What you are asked to do: Going through the entries below, work out how many lines have the string "GUNTMADINGERSTRASSE" in them. Give the number and nothing more.

Supplied entries:
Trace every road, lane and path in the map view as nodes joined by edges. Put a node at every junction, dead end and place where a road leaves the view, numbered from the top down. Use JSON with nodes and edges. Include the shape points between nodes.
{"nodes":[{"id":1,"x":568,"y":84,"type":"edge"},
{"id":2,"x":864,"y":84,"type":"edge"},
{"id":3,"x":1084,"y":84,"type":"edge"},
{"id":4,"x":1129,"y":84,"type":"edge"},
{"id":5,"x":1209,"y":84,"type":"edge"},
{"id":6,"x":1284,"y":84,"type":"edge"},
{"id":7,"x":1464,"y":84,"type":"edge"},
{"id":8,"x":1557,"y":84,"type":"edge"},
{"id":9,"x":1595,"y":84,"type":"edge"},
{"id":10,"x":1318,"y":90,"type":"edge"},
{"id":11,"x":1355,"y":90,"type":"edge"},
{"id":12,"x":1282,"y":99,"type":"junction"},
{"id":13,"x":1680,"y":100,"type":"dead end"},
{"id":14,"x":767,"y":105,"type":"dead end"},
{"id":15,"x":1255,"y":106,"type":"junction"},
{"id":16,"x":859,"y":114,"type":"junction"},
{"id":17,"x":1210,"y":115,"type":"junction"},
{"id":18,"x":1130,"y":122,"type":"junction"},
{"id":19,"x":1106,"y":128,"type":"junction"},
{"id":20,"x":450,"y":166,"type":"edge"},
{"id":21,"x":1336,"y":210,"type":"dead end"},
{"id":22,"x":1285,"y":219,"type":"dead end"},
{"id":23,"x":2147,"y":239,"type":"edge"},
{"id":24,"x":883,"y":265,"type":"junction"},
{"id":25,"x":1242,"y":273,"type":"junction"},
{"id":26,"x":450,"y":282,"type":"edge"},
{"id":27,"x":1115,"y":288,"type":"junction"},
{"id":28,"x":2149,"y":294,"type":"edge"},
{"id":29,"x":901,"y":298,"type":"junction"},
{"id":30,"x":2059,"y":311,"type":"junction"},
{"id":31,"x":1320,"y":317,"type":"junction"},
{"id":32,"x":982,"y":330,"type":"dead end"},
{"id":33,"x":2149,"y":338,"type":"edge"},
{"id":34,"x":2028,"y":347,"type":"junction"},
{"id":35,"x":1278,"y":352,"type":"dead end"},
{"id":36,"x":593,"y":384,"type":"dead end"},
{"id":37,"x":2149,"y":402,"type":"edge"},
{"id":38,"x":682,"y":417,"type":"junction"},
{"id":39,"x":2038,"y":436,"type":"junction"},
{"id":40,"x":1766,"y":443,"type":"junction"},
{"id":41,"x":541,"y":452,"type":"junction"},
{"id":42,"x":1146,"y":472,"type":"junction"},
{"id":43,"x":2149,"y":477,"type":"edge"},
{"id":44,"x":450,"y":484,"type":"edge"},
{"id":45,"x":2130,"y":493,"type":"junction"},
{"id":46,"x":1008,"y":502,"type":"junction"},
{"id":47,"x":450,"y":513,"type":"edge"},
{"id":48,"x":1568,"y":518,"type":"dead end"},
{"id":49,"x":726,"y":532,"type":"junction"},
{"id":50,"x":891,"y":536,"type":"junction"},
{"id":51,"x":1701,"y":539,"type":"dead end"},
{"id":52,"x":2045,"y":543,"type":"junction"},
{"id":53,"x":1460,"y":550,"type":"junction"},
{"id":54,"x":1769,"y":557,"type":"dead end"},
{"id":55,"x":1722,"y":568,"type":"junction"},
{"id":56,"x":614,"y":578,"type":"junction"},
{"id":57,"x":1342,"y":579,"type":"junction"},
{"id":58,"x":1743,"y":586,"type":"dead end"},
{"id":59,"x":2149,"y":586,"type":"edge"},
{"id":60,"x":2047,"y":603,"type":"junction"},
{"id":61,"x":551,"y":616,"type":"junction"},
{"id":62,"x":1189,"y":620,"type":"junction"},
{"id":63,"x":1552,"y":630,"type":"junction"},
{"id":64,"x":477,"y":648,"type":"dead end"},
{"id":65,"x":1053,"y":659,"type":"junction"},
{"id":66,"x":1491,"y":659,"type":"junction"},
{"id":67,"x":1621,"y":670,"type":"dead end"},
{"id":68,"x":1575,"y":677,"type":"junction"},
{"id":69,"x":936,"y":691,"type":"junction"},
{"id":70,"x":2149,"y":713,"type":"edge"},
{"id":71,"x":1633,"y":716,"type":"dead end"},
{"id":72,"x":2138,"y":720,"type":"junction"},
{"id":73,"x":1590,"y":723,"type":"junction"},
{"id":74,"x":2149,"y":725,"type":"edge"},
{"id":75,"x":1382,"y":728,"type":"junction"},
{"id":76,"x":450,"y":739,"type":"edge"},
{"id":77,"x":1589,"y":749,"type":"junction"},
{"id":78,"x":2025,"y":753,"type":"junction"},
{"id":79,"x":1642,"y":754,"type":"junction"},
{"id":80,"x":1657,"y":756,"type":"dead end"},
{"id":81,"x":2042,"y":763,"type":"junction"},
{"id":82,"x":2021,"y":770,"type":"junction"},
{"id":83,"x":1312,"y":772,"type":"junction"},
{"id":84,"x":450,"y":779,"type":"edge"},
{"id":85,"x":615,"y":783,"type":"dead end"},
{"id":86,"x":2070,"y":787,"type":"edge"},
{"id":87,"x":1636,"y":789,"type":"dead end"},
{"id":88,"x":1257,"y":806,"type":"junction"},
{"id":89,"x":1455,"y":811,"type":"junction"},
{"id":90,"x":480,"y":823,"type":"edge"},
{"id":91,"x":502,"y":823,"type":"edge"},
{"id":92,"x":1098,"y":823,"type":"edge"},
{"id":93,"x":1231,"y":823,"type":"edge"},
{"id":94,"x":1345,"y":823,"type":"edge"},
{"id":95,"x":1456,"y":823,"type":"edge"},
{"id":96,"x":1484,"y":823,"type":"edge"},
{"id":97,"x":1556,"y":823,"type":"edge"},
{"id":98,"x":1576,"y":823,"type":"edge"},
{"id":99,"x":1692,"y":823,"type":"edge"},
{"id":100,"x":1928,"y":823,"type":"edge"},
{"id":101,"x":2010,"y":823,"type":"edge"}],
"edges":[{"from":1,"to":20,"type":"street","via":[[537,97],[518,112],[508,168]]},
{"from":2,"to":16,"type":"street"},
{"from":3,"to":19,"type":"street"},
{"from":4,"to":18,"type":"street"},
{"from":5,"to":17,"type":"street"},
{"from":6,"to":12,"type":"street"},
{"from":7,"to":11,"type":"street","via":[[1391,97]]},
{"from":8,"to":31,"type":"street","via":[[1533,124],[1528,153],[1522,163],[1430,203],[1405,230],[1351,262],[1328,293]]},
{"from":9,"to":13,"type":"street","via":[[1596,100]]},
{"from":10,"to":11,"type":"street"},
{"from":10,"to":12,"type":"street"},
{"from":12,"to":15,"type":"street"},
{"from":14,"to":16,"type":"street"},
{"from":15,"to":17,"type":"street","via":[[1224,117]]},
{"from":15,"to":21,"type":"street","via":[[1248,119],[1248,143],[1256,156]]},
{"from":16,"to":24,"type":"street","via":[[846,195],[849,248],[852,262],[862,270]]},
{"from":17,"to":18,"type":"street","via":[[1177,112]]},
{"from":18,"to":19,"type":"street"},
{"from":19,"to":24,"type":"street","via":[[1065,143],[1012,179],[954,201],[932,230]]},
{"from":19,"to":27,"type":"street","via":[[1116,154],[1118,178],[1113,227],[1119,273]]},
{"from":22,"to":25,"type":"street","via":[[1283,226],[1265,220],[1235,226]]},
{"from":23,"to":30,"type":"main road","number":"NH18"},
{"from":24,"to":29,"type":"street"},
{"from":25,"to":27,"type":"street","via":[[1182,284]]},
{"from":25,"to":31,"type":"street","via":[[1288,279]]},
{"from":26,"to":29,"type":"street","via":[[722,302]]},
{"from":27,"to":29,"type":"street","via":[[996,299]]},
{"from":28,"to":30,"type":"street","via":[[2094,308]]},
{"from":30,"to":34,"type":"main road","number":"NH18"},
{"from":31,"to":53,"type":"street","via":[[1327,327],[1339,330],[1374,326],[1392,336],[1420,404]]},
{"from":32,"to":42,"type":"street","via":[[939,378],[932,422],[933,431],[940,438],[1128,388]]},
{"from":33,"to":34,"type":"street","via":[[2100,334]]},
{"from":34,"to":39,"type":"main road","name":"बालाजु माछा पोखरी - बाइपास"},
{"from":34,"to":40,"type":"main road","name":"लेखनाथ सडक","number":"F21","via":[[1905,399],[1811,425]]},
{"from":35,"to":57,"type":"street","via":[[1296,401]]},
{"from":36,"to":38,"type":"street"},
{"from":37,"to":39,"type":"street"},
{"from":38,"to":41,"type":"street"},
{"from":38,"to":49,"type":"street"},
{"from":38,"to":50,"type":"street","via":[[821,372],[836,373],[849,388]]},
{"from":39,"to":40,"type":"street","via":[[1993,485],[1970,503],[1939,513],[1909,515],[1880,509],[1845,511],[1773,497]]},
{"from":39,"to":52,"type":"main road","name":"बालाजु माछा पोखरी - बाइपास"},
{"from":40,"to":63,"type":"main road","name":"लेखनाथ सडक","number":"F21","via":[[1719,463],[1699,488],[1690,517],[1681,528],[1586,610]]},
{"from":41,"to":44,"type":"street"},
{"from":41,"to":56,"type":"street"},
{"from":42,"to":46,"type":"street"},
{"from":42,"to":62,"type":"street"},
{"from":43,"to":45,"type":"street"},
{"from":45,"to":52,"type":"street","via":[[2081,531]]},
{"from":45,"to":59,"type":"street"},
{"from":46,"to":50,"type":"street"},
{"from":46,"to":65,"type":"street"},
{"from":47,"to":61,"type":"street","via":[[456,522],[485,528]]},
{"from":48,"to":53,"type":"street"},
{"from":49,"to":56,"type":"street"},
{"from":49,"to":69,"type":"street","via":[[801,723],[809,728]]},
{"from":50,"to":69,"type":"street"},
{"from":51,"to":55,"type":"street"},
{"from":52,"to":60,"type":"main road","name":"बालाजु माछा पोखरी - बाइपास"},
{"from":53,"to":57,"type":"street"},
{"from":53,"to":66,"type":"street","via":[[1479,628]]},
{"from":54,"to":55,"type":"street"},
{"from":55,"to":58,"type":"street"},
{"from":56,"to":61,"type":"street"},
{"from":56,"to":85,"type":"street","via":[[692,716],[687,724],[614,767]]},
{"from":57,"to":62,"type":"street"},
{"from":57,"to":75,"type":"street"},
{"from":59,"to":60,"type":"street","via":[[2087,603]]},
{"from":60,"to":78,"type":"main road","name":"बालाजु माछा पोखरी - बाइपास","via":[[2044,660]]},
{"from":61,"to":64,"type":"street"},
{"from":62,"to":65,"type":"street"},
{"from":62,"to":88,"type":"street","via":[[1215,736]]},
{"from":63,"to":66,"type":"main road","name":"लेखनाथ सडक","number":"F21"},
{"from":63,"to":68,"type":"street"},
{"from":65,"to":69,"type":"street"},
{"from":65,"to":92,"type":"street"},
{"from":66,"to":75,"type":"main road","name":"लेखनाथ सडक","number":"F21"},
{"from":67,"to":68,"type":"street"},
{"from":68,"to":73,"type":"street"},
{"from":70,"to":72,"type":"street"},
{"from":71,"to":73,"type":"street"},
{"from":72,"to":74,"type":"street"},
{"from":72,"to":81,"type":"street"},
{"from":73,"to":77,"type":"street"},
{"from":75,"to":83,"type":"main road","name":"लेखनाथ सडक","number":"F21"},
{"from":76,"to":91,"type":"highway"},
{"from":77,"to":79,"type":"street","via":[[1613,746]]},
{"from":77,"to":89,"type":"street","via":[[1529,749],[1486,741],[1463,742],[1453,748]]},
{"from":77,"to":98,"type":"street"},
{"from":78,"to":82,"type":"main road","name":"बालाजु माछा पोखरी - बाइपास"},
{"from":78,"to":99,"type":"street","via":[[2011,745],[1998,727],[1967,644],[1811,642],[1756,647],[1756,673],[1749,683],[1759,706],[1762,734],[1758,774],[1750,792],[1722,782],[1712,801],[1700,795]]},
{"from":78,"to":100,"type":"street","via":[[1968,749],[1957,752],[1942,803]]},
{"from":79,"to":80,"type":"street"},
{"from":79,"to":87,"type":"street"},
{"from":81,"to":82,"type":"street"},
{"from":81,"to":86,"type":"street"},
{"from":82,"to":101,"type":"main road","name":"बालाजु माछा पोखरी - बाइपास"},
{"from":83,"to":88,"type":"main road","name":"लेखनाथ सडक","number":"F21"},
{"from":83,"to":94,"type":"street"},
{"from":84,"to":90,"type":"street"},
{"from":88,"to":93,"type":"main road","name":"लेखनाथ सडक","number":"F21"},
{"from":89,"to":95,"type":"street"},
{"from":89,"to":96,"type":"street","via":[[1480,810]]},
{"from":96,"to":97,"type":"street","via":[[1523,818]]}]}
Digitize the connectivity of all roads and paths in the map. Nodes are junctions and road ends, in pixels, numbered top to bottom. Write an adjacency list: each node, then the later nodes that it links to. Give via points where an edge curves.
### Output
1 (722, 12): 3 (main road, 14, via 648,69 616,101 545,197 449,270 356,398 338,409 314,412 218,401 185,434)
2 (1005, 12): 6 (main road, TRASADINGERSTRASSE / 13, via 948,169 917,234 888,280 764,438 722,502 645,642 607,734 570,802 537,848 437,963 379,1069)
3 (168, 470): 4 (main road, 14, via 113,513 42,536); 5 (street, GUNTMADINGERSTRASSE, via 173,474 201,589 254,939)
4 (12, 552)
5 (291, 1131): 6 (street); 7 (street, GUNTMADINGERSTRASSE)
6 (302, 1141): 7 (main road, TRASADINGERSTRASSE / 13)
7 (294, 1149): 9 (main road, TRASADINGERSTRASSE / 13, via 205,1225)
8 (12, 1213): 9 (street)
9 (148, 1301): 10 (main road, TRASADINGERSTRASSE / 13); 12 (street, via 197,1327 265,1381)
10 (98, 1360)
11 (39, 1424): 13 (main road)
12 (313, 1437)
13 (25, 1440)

Answer area: 2